Sur l’inflation, on attend en vain l’analyse du chef de l’Etat, il serait surprenant qu’il n’en ait pas. On pourrait la contester, mais au moins l’on saurait quelles sont les bases sur lesquelles se fondent les décisions de l’exécutif. À défaut, chacun y va de son élucubration. Par son silence sur les causes de ce phénomène, il semble préférer assimiler le réveil de la vie chère à de la météo, sur laquelle on ne peut rien faire d'autre que subir. Cela rappelle le paracétamol pendant la covid.
Le climat, justement, n’est pas une problématique de court terme, ni simple. En n’en fixant pas les limites autrement que par la tarte à la crème du mixte énergétique, et sans définir la part de pollution attachée aux importations, ni la stratégie susceptible de produire des effets, autre que la vertu de l’exemple qui ne convainc personne, le Président croit se ménager des marges de manœuvre, il ne fait que priver son action de soutien populaire.
Sur la question des retraites. On nous dit que les Français sont très majoritairement contre un recul de l’âge légal de départ. Ceci serait incompréhensible, s’ils avaient conscience de ce que le nombre d’actifs pour payer les pensions diminuant, il faut soit réduire celles-ci, soit freiner ce mouvement démographique, l’augmentation des cotisations ayant une limite vite atteinte. Mais dans le débat, l’on entend dire par des personnes sérieuses comme Laurent Berger que les régimes de retraite n’ont aucun problème financier, et que l’heure est plutôt à l’inflexion vers plus de solidarité envers les oubliés ou les défavorisés du système. De l’effroyable capharnaüm qui existe dans les centaines de régimes différents du public et aussi du privé, l’on entend plus parler. Ainsi, c’est dans une brume épaisse que le Gouvernement va tenter d’imposer une réforme.
L’intelligence d’Emmanuel Macron n’est pas en cause, ce qui cloche, c’est son idée de la France. A des Gaulois râleurs, indisciplinés et qui ne comprennent rien, car souvent ils ne « sont rien », il est inutile voire contreproductif d’exposer les faits.
La raison de cet état d’esprit, qui n’est pas propre à Macron, mais à une caste dont il représente la quintessence, est que le citoyen n’est pas considéré par l’Etat comme un adulte à qui l’on peut dire la vérité. Ceux qui sont aux commandes pensent qu’ils doivent faire le bonheur des Français sans leur accord, et en fait malgré eux, car ils s’en méfient.
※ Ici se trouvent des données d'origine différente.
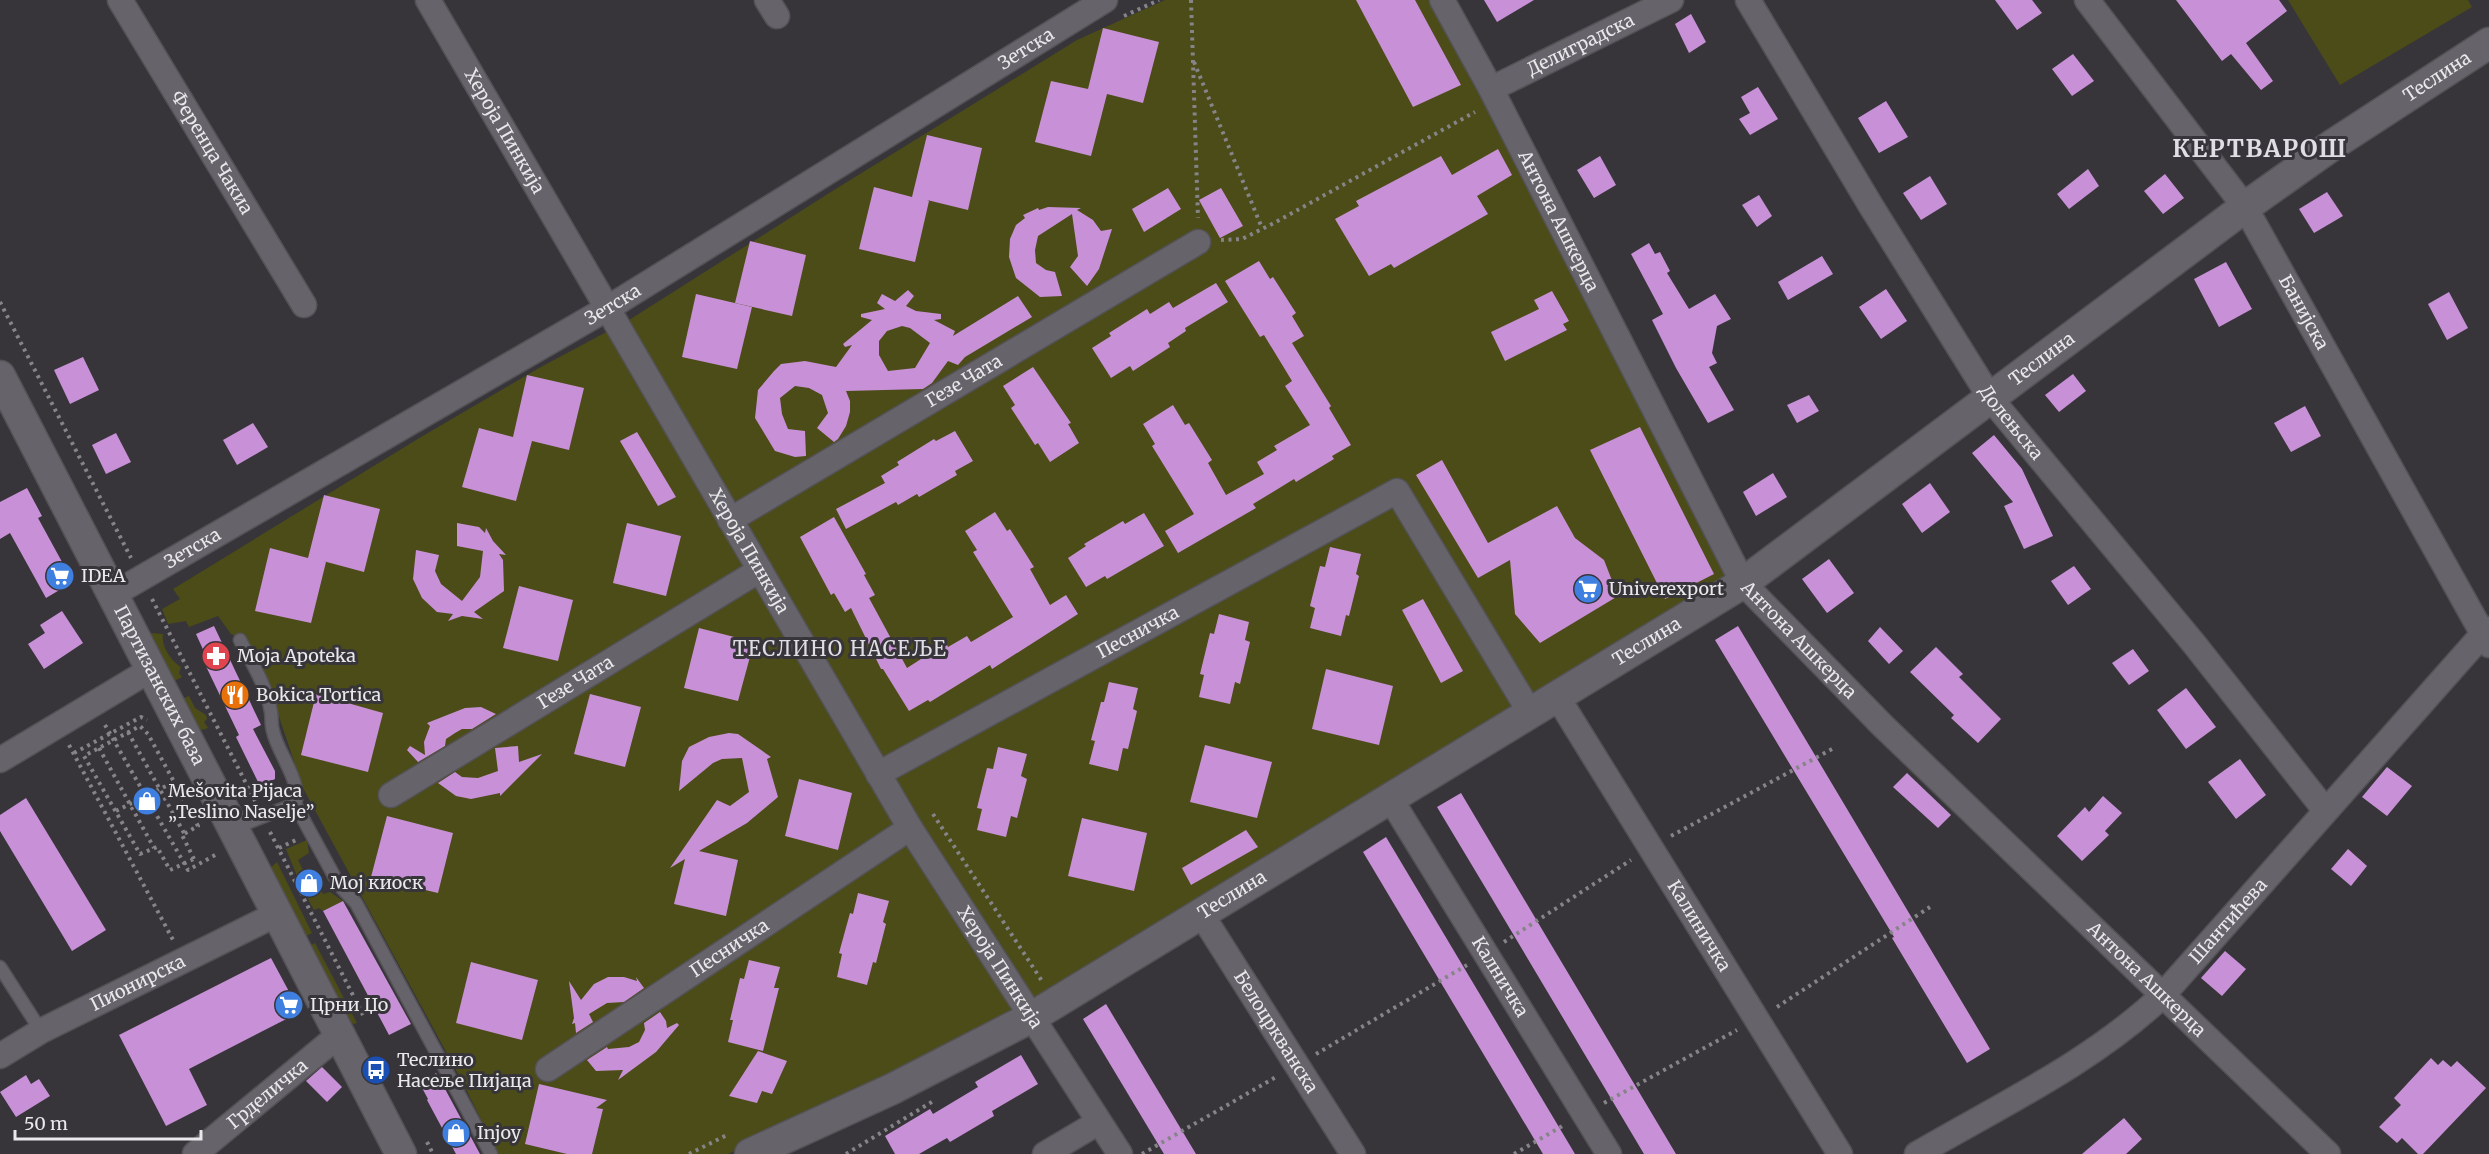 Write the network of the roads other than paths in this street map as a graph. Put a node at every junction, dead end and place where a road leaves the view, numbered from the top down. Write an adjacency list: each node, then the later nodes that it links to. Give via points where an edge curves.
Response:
1 (120, 0): 12 (street, Ференца Чакиа)
2 (428, 0): 13 (street, Хероја Пинкија)
3 (1442, 0): 9 (street, Антона Ашкерца)
4 (1671, 0): 9 (street, Делиградска)
5 (1748, 0): 15 (street, Долењска)
6 (2087, 0): 10 (street, Банијска)
7 (1097, 2): 13 (street, Зетска)
8 (2489, 43): 10 (street, Теслина)
9 (1494, 94): 18 (street, Антона Ашкерца)
10 (2245, 207): 15 (street, Теслина); 20 (street, Банијска)
11 (1198, 242): 16 (street, Гезе Чата)
12 (304, 305)
13 (608, 308): 16 (street, Хероја Пинкија); 19 (street, Зетска)
14 (0, 376): 19 (street, Партизанских база)
15 (1991, 399): 18 (street, Теслина); 30 (street, Долењска, via 2195,645)
16 (730, 520): 17 (street, Хероја Пинкија)
17 (760, 570): 26 (street, Хероја Пинкија); 27 (street, Гезе Чата)
18 (1743, 583): 23 (street, Теслина); 36 (street, Антона Ашкерца, via 1883,726)
19 (112, 595): 22 (street, Партизанских база)
20 (2487, 636): 30 (street, Шантићева)
21 (240, 640): 29 (lane, via 263,685 273,731 295,785)
22 (150, 670): 25 (street); 32 (street, Партизанских база)
23 (1558, 698): 24 (street, Теслина); 51 (street, Калиничка)
24 (1530, 714): 26 (street, Песничка, via 1397,491); 28 (street, Теслина)
25 (0, 760)
26 (878, 774): 31 (street, Хероја Пинкија)
27 (392, 795)
28 (1390, 798): 33 (street, Теслина); 50 (street, Калничка)
29 (295, 804): 32 (lane); 45 (lane, via 339,885 356,903)
30 (2325, 810): 36 (street, Шантићева)
31 (910, 828): 37 (street, Хероја Пинкија); 41 (street, Песничка)
32 (233, 829): 34 (street, Партизанских база)
33 (1200, 912): 37 (street, Теслина); 49 (street, Белоцркванска)
34 (277, 914): 38 (street, Пионирска); 39 (street, Партизанских база)
35 (0, 967): 38 (lane)
36 (2162, 996): 52 (street, Шантићева, via 2133,1023 2090,1053); 53 (street, Антона Ашкерца)
37 (1032, 1017): 42 (street, Хероја Пинкија); 46 (street, Теслина, via 892,1089)
38 (41, 1030): 40 (street, Пионирска)
39 (339, 1035): 43 (street, Грделичка); 44 (street, Партизанских база)
40 (0, 1056)
41 (548, 1069)
42 (1099, 1122): 47 (street); 48 (street, Хероја Пинкија)
43 (195, 1154)
44 (401, 1154)
45 (491, 1154)
46 (750, 1154)
47 (1045, 1154)
48 (1120, 1154)
49 (1353, 1154)
50 (1609, 1154)
51 (1840, 1154)
52 (1917, 1154)
53 (2328, 1154)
Cette crainte de réactions irrationnelles de la population n’engendre qu’une perte de crédibilité de la parole publique, et fait le bonheur des inventeurs de complots en tous genres, qui, eux, proposent des explications simplistes à tout. Les gouvernants mendient la confiance, mais ils ne font rien pour la mériter. En tout cas, ils ne disent pas les vérités qui, croient-ils, dérangeraient.
Les médias participent à cet embrouillage mental, et, par le fait, perdent aussi la confiance de leur public. A leur décharge, on peut dire qu’ils ont le privilège d’avoir des opinions, mais on peut leur reprocher de trop souvent les préférer aux faits.
Pour se faire réélire Emmanuel Macron n’a pas fait campagne, il n’avait rien à y dire, étant assuré d’être reconduit, car l’on ne change pas de capitaine dans la tempête. Il s’est contenté de picorer des mesures dans les programmes d’autres candidats pour rassurer l’opinion par segments, comme l’enseignent les communicants d’aujourd’hui.
Il a fait ainsi l’économie d’une réflexion globale. Mais la réalité est têtue, elle ne supporte pas qu’on la néglige. Il est urgent qu’il s’exprime pour dire, lui qui a plus d’élément d’information que quiconque, où en est la France sur toutes les grandes questions qui nous assaillent. Sans fard, sans filtre, avec objectivité. Il est cependant douteux qu’il le fasse, non par incapacité, mais de crainte de limiter sa marge d’action. De tous temps, les bureaucrates ont préféré administrer des ignorants que des citoyens informés.